Documents relating to a given project are stored in one folder hierarchy (e.g., in My Documents), emails in a separate mailbox hierarchy, and favorite websites in yet another browser-related hierarchy…Although the additional structure solution allows users to work in an integrated project environment, it requires managing yet another structure and may increase cognitive complexity. As well as the additional requirement to create a new structure, the user now has yet another retrieval location to maintain and remember.

The book also leaves open the question of how to manage the interface between public or group information management, where search, hyperlinks, and tags do quite well, and the spatial world of PIM. Perhaps systems should be designed to respect the boundary: shared work drives, like Google Drive, shouldn’t have a shared folder structure but should be tagged and linked (which are shown to work well in group settings and novel content). Individuals can then pull those resources locally, with a stable location that they can navigate to when they need to exploit them.

There are some interesting technologies not evaluated that I would have loved to have seen in the book. The Plan 9 style unioned directory structure, and whether that helps or hinders spatial navigation (I feel like it would help, as traditional directories mix orthogonal concerns, like which physical drive the data is stored on). I would also love to have seen an in-depth discussion of Zooming User Interfaces such as Pad. They have their own issues (a good overview here) but proponents did clearly understand the neurological processes behind spatial navigation:

We can find things in such a planning room [a room dedicated to project planning where the walls are covered in sticky notes, photos etc.] because we tend to remember landmarks and relative position. “The stuff about marketing is on the right wall, sort of lower down near the far corner,” someone might tell you. On another occasion, you go right to a particular document because you remember that it is just to the left of the orange piece of paper that Aviva put up.

— Jeff Raskin, The Human Interface

All of which is fascinating, but the real breakthrough realisation for me came with this section:

The main aim of information item classification in PIM is not to externalize our internal representation of these items (Hsieh et al. 2008) or to fully describe them, as implied by Civan et al. (2008), but to support easy, fast, and efficient retrieval.
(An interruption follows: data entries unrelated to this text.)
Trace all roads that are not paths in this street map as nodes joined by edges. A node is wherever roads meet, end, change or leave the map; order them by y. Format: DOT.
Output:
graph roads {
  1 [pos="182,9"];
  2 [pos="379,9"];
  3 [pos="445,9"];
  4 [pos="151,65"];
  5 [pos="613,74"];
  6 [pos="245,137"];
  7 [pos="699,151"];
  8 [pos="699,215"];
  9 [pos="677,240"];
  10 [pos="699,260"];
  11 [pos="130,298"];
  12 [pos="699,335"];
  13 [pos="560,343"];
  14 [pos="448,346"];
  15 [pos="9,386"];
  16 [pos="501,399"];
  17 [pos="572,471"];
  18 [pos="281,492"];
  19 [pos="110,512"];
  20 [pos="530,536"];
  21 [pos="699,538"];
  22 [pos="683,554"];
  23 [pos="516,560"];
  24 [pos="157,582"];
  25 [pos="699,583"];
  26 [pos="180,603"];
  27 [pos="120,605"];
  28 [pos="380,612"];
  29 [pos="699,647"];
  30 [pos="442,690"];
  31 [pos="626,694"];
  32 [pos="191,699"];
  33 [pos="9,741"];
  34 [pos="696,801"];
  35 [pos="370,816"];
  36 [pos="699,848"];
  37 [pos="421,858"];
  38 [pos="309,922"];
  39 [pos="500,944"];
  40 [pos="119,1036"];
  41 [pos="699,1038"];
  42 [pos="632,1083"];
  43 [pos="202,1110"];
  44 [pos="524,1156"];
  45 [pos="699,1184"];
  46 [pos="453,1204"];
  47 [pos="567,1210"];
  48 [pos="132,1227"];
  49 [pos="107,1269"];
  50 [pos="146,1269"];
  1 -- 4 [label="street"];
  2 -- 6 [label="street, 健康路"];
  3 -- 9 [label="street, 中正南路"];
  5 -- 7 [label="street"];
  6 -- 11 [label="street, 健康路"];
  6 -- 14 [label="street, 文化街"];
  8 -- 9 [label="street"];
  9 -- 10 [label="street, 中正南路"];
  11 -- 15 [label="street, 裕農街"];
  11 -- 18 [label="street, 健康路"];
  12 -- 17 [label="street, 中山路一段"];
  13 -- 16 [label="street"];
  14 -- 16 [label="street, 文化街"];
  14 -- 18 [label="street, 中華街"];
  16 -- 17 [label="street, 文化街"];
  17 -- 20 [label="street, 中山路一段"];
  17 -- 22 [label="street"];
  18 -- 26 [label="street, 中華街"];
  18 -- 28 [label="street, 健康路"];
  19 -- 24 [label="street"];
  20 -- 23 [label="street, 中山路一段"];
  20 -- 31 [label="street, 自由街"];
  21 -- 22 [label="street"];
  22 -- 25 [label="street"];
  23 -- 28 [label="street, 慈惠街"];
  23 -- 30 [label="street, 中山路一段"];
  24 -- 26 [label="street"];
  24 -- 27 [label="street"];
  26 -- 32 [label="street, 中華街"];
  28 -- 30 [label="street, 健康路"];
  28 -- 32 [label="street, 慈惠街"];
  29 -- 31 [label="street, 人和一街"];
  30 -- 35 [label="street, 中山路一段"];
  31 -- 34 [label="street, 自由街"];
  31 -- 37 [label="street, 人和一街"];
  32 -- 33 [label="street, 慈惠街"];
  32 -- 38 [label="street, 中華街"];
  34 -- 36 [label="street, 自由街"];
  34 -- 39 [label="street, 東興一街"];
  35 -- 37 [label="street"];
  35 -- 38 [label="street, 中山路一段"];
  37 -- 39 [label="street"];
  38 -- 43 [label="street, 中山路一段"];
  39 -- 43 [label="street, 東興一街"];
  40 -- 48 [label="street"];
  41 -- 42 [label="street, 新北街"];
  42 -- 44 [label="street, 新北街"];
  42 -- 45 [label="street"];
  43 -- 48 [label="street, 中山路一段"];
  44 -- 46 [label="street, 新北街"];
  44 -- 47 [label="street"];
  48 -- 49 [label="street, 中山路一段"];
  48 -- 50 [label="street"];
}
Novel information management systems need to understand that they are a tool to serve a purpose and conduct usability studies to ensure that they're achieving them. The Lindy Effect is strong: files and folders have been around for a long time, and their staying power is testament to how well they achieve their task. Future PIM proposals will do well to internalise this and look to build on their strengths while addressing current weaknesses.